**THE PROBLEM**. In the data that follows, count every line holding the string "import" and give the count alone.
[[ SOURCE DATA, beginning ]]
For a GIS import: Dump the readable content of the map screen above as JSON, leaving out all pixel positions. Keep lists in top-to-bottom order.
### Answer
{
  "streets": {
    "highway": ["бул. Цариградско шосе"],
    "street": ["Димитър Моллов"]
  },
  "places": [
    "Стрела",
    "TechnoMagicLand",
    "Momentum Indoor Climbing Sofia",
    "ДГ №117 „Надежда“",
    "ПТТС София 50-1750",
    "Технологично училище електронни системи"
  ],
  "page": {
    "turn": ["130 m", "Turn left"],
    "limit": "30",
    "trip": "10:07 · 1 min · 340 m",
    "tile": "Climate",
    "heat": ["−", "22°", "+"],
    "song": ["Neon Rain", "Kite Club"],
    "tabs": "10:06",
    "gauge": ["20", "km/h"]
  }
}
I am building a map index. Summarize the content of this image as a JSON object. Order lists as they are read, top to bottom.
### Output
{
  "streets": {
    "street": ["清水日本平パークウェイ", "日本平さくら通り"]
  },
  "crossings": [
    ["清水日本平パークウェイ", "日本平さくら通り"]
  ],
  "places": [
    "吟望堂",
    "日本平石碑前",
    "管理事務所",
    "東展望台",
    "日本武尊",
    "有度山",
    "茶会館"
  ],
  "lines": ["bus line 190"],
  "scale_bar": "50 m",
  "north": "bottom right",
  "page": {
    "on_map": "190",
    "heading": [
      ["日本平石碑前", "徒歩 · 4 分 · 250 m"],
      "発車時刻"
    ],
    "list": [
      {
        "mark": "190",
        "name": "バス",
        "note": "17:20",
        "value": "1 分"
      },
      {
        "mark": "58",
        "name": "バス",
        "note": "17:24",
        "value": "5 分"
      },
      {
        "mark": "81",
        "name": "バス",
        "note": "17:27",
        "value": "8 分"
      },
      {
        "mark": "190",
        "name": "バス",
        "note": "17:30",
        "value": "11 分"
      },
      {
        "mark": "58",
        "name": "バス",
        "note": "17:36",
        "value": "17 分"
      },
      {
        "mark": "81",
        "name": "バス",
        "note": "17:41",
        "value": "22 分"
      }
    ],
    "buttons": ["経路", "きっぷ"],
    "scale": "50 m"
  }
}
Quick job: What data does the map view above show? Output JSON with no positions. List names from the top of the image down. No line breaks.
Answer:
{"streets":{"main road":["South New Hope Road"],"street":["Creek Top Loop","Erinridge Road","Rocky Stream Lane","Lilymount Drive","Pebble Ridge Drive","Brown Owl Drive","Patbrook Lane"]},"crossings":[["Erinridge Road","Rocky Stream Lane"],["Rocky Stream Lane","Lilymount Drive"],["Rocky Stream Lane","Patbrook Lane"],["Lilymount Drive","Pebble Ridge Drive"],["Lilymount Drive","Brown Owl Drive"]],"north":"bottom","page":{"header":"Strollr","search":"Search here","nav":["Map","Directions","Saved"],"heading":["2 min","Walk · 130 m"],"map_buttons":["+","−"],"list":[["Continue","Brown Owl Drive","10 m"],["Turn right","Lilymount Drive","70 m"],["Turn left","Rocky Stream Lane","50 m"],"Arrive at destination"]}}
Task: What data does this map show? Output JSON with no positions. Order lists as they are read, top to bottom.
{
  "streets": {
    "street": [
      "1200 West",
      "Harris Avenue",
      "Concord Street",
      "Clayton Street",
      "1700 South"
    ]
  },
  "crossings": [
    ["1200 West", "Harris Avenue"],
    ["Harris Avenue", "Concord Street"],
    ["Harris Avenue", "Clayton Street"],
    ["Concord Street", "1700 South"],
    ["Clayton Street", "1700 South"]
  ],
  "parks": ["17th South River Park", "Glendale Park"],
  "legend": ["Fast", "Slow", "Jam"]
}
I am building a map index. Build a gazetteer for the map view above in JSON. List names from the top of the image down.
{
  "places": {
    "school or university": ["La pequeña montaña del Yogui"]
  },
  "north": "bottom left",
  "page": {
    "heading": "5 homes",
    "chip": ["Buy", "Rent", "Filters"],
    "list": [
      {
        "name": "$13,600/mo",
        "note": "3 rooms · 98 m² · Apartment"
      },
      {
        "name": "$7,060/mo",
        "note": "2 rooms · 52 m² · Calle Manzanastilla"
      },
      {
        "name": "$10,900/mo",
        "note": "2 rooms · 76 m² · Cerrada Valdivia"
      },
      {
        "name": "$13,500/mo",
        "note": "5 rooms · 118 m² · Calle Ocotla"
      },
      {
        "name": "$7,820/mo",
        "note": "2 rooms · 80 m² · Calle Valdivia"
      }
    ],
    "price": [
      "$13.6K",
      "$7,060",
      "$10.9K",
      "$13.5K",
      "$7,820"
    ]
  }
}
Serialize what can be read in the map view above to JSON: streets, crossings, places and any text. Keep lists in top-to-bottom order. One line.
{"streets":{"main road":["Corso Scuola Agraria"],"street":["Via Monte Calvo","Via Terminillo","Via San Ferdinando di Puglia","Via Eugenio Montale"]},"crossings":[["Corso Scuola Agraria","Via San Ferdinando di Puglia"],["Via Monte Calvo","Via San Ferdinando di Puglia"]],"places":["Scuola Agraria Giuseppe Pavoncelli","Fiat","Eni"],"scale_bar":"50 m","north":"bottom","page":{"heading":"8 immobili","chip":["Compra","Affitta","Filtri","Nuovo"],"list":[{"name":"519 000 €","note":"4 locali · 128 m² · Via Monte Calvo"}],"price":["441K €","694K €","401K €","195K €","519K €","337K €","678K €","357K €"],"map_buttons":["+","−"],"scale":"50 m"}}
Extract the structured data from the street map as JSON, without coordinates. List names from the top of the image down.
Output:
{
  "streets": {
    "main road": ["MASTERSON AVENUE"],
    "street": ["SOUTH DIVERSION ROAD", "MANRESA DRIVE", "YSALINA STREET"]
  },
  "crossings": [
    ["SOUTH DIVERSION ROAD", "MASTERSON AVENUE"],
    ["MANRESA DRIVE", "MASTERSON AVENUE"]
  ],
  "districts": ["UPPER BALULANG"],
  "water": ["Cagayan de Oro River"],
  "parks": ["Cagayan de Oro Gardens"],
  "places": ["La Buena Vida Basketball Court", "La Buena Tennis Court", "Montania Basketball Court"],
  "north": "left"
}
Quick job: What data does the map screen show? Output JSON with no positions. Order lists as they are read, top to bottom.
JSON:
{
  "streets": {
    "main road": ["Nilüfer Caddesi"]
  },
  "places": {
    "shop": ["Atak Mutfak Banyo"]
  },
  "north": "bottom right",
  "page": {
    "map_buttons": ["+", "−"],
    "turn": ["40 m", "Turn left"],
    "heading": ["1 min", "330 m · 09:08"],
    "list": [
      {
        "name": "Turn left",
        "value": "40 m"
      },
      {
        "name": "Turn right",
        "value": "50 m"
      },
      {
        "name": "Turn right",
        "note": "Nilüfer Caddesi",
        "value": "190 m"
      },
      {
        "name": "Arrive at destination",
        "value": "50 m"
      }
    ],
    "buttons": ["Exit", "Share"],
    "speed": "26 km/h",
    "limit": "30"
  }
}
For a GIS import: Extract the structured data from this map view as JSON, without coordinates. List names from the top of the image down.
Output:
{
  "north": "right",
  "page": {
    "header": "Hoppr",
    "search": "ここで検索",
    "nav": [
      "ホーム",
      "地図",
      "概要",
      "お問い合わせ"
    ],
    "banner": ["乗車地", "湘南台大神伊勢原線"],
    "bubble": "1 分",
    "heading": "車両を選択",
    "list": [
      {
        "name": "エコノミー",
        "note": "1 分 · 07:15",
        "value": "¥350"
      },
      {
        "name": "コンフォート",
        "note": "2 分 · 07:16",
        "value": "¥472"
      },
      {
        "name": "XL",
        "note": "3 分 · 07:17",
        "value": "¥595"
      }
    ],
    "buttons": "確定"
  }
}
[[ SOURCE DATA, end ]]
**EXPECTED ANSWER**. 2